Durant la crise du COVID-19, les « patrons d’ARS » sont apparus comme des chefs de guerre sans bras sur le terrain, presque comme des figurants budgétairesLes Agences Régionales de Santé n’étaient pas prêtes à gérer l’urgence d’une pandémie. Elles ont complexifié la tâche des médecins, des infirmiers libéraux et des personnels hospitaliers. Dysfonctionnements dans la distribution et la répartition des masques, lenteurs dans la pratique de tests de dépistage notamment dans les EHPAD, incohérences dans les informations « descendantes », absence totale de communication avec les élus… Elles se sont comportées comme un État dans l’État, isolé et isolant. Le corps préfectoral, lui, a su faire face en mobilisant les acteurs locaux.

La crise du COVID-19 assène cette gifle de lucidité : les tours de verre sont celles qui s’effondrent le plus facilement.

Il faut supprimer les Agences Régionales de Santé.

C’était déjà ma volonté en février 2019, c’est aujourd’hui un projet partagé par de nombreux élus et concitoyens.

Le système des ARS n’est pas adapté, et leur périmètre d’action est trop vaste. Comment un fonctionnaire à Orléans peut-il décider de la fermeture d’un service de proximité dans l’Indre, à plus de 150 km de distance ? Le quotidien des habitants d’un territoire ne peut être l’apanage de celles et ceux qui n’y vivent pas. Les réformes n’ont de sens que si elles sont comprises par le plus grand nombre. Pour les faire il faut des alliés, des ambassadeurs, des défenseurs. Ce n’est pas le cas aujourd’hui.

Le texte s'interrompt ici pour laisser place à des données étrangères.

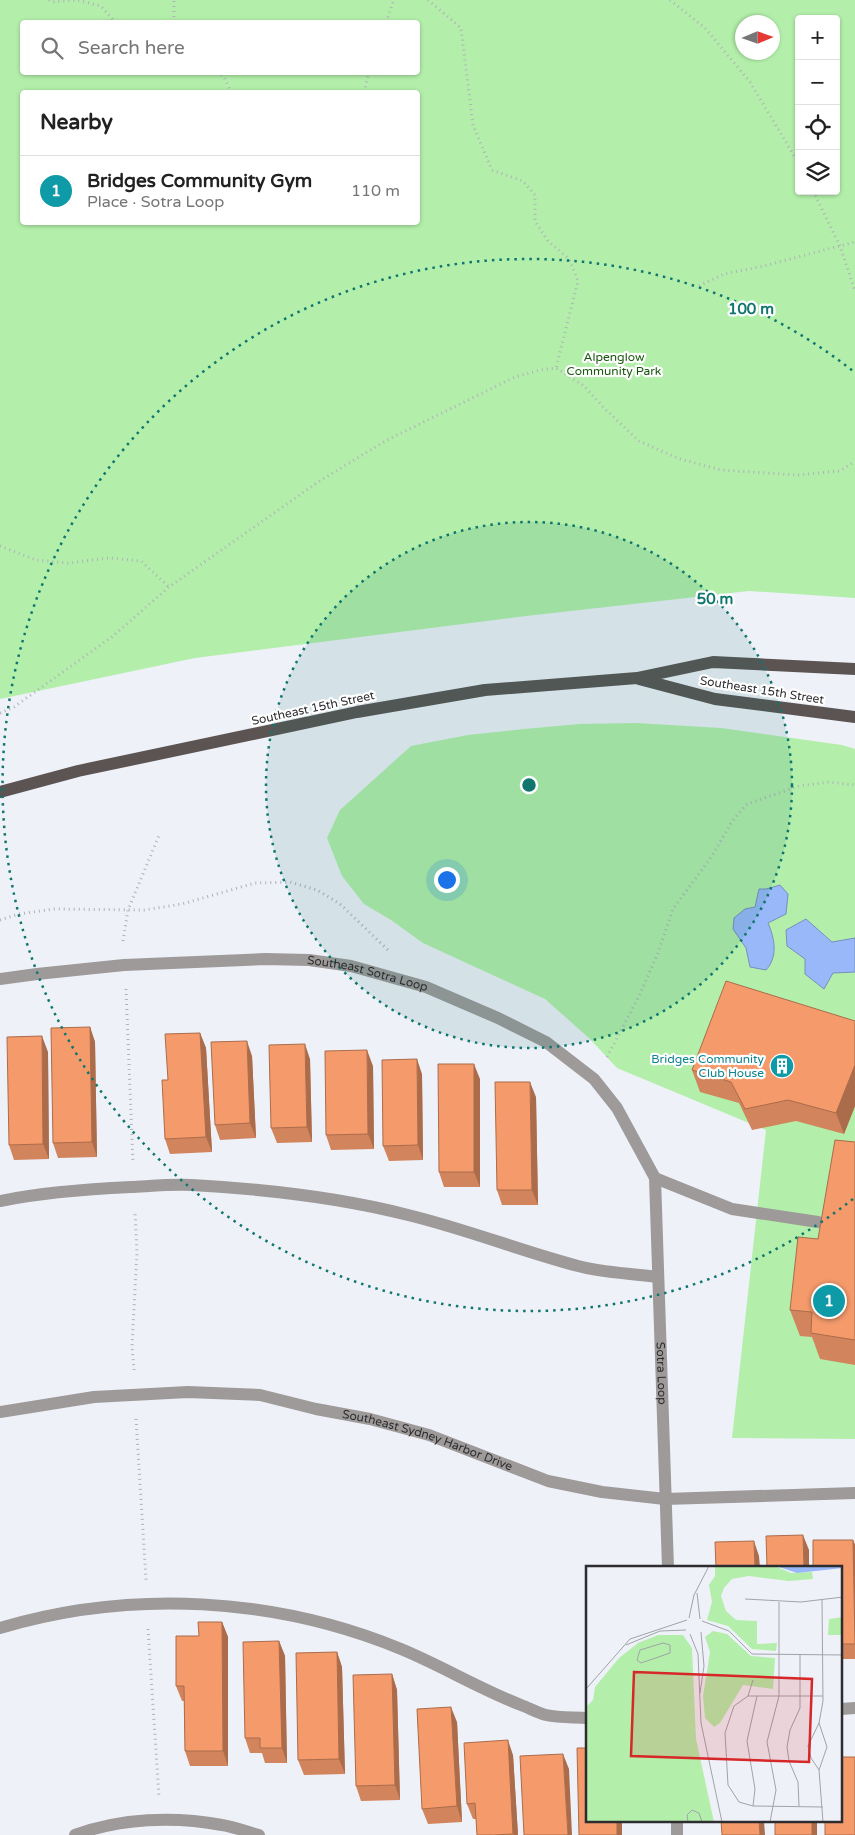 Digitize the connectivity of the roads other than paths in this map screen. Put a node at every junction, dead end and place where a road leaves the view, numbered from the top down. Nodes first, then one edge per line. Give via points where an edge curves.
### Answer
1 (855, 669) edge
2 (637, 678) junction
3 (855, 717) edge
4 (0, 792) edge
5 (0, 979) edge
6 (655, 1178) junction
7 (0, 1201) edge
8 (818, 1222) dead end
9 (657, 1277) junction
10 (0, 1412) edge
11 (855, 1493) edge
12 (665, 1499) junction
13 (668, 1566) edge
14 (0, 1628) edge
15 (855, 1708) edge
16 (842, 1709) edge
17 (586, 1718) edge
18 (677, 1822) edge
19 (75, 1835) edge
20 (259, 1835) edge
21 (677, 1835) edge

1 - 2 main road, Southeast 15th Street via 713,662
2 - 3 main road, Southeast 15th Street via 714,699
2 - 4 main road, Southeast 15th Street via 485,690 358,712 78,771
5 - 6 street, Southeast Sotra Loop via 124,965 266,959 309,960 351,966 426,987 546,1042 594,1079 617,1108
6 - 8 street via 732,1209
6 - 9 street, Sotra Loop
7 - 9 street via 79,1189 190,1185 298,1194 352,1202 462,1229 580,1267
9 - 12 street, Sotra Loop
10 - 12 street, Southeast Sydney Harbor Drive via 94,1397 188,1392 260,1395 429,1435 548,1481 602,1492
11 - 12 street, Southeast Sydney Harbor Drive
12 - 13 street, Sotra Loop
14 - 17 street via 90,1609 147,1603 261,1610 315,1620 371,1637 546,1715
15 - 16 street
18 - 21 street
19 - 20 street via 95,1828 160,1819 222,1825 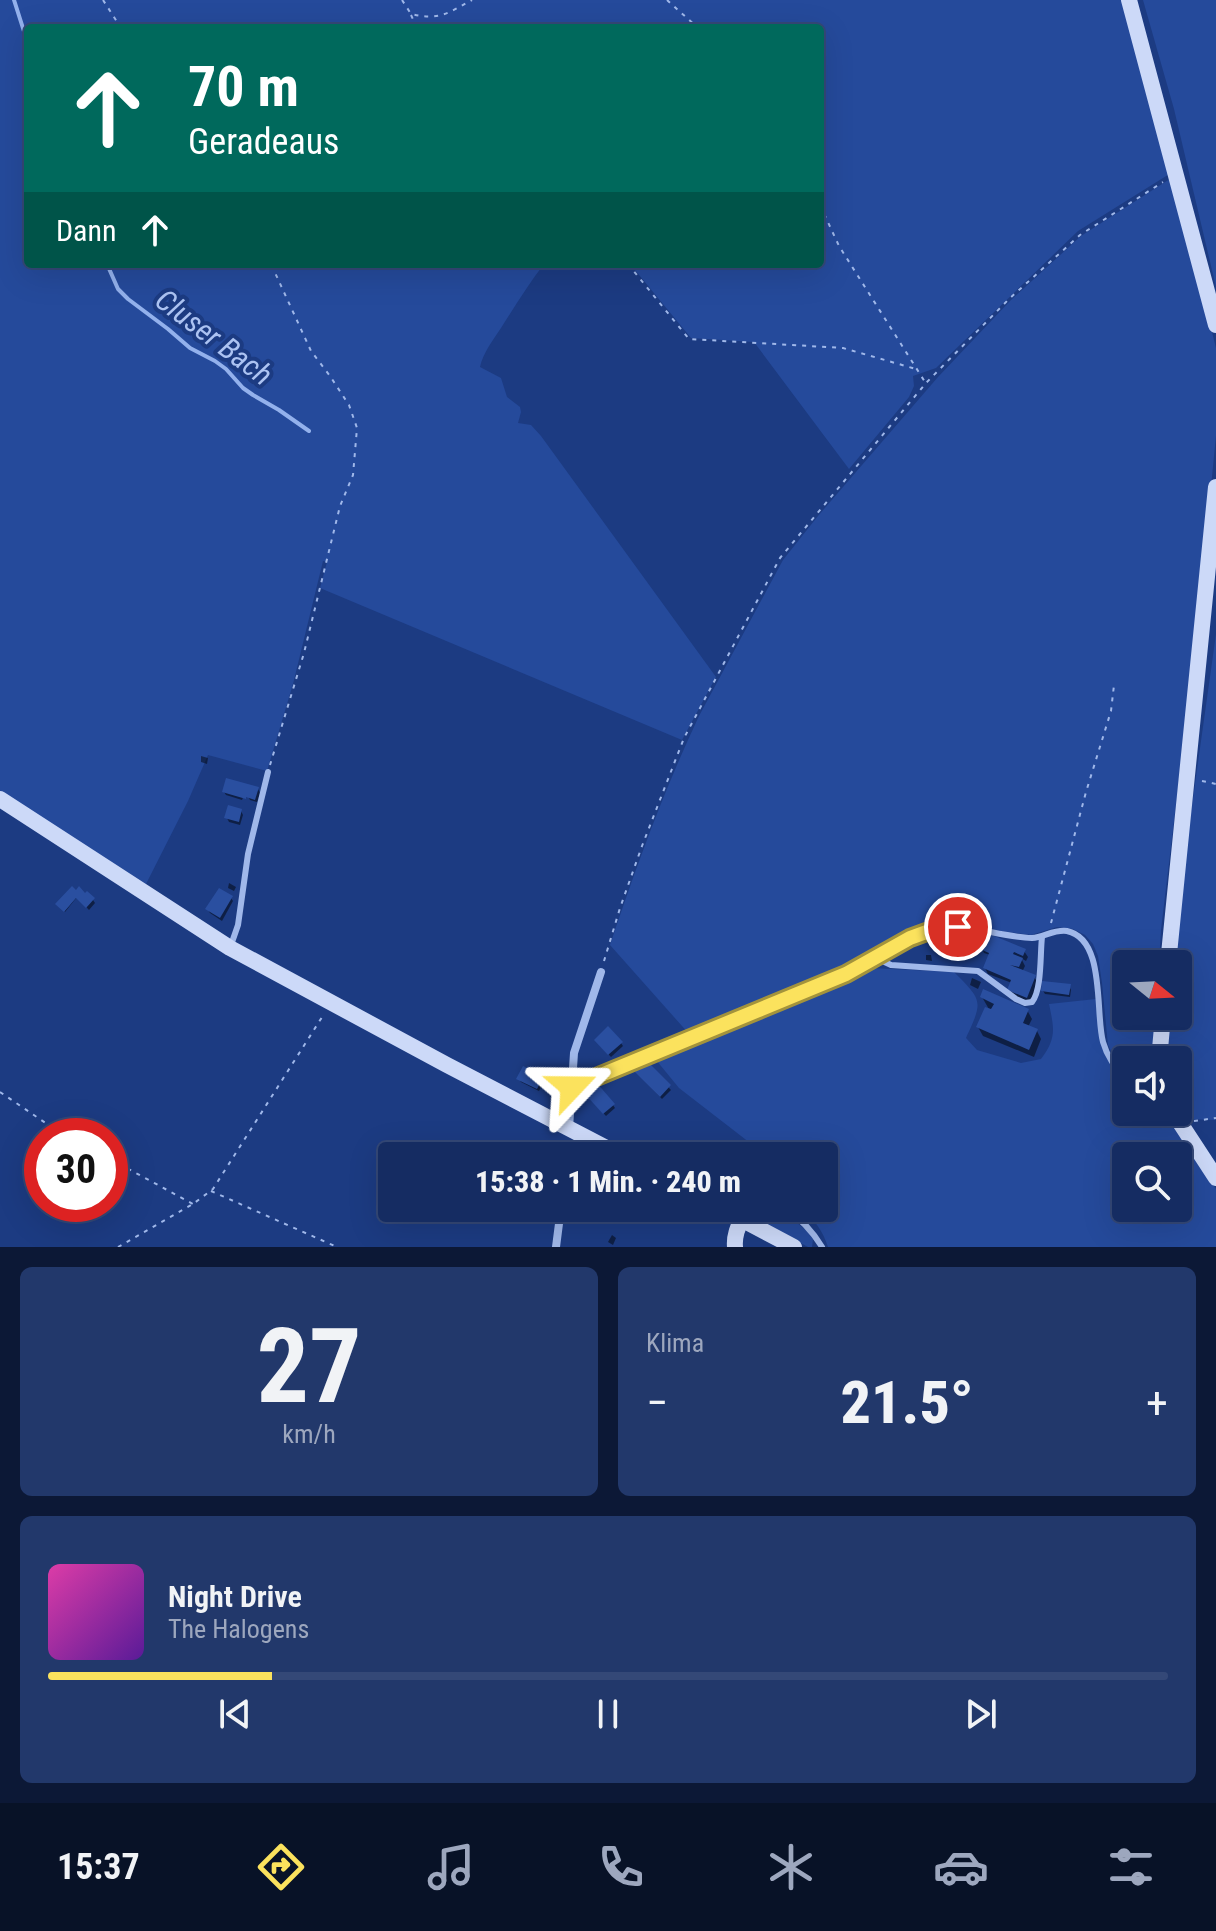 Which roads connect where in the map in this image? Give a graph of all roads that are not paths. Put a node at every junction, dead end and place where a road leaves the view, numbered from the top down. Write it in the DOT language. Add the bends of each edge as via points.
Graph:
graph roads {
  1 [pos="1129,0"];
  2 [pos="1216,325"];
  3 [pos="1216,487"];
  4 [pos="268,772"];
  5 [pos="0,799"];
  6 [pos="1045,936"];
  7 [pos="230,948"];
  8 [pos="1169,950"];
  9 [pos="876,958"];
  10 [pos="601,972"];
  11 [pos="692,1037"];
  12 [pos="1112,1060"];
  13 [pos="572,1087"];
  14 [pos="1182,1126"];
  15 [pos="575,1131"];
  16 [pos="574,1142"];
  17 [pos="596,1142"];
  18 [pos="1216,1178"];
  19 [pos="559,1222"];
  20 [pos="735,1222"];
  21 [pos="749,1222"];
  22 [pos="804,1222"];
  23 [pos="556,1247"];
  24 [pos="735,1247"];
  25 [pos="794,1247"];
  26 [pos="822,1247"];
  1 -- 2 [label="main road"];
  3 -- 8 [label="main road"];
  4 -- 7 [label="lane"];
  5 -- 7 [label="main road"];
  6 -- 9 [label="lane" via="940,927"];
  6 -- 9 [label="lane" via="1037,997 1025,1003 978,971 891,965"];
  6 -- 12 [label="lane" via="1065,931 1088,945 1105,1047"];
  7 -- 15 [label="main road"];
  9 -- 11 [label="lane"];
  10 -- 13 [label="street" via="574,1053"];
  11 -- 13 [label="street"];
  13 -- 15 [label="street"];
  14 -- 18 [label="main road"];
  15 -- 16 [label="street"];
  15 -- 17 [label="main road"];
  19 -- 23 [label="street"];
  20 -- 24 [label="main road"];
  21 -- 25 [label="main road"];
  22 -- 26 [label="lane"];
}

Notre pays doit être capable d’anticiper les crises, et de s’y adapter. Nous avons besoin de véritables « préfectures » opérationnelles qui garantissent la sécurité sanitaire d’un territoire et de ses habitants. Il faut abaisser le centre de gravité de l’action publique, pour le rapprocher du terrain. La vie d’un territoire ne se découpe pas en silos. Seuls les préfets de région et les préfets de département doivent porter l’action de l’État. Des entités spécialisées en matière de santé peuvent être imaginées, mais leurs actions doivent « coller au territoire » et être pilotées. Le système doit être plus transparent, les initiatives locales doivent être encouragées, les personnels doivent être sensibilisés aux enjeux sanitaires, la place faite aux professionnels de santé doit se trouver renforcée et les élus locaux doivent devenir incontournables.

« La santé », « le patient », « la prévention », « les professionnels de santé » ne doivent pas être que des mots vidés de sens, mais doivent au contraire trouver une réalité profonde au cœur des territoires.

Nous devons avoir le courage de lutter contre le mal systémique qui ronge notre appareil d’État.

Les Agences Régionales de Santé ne seront pas plus capables de réussir demain là où elles ont échoué hier. 

N’oublions pas que le patient n’a qu’une seule demande : être pris en charge. Et que celle ou celui qui le prend en charge est engagé et a prêté serment devant la Nation.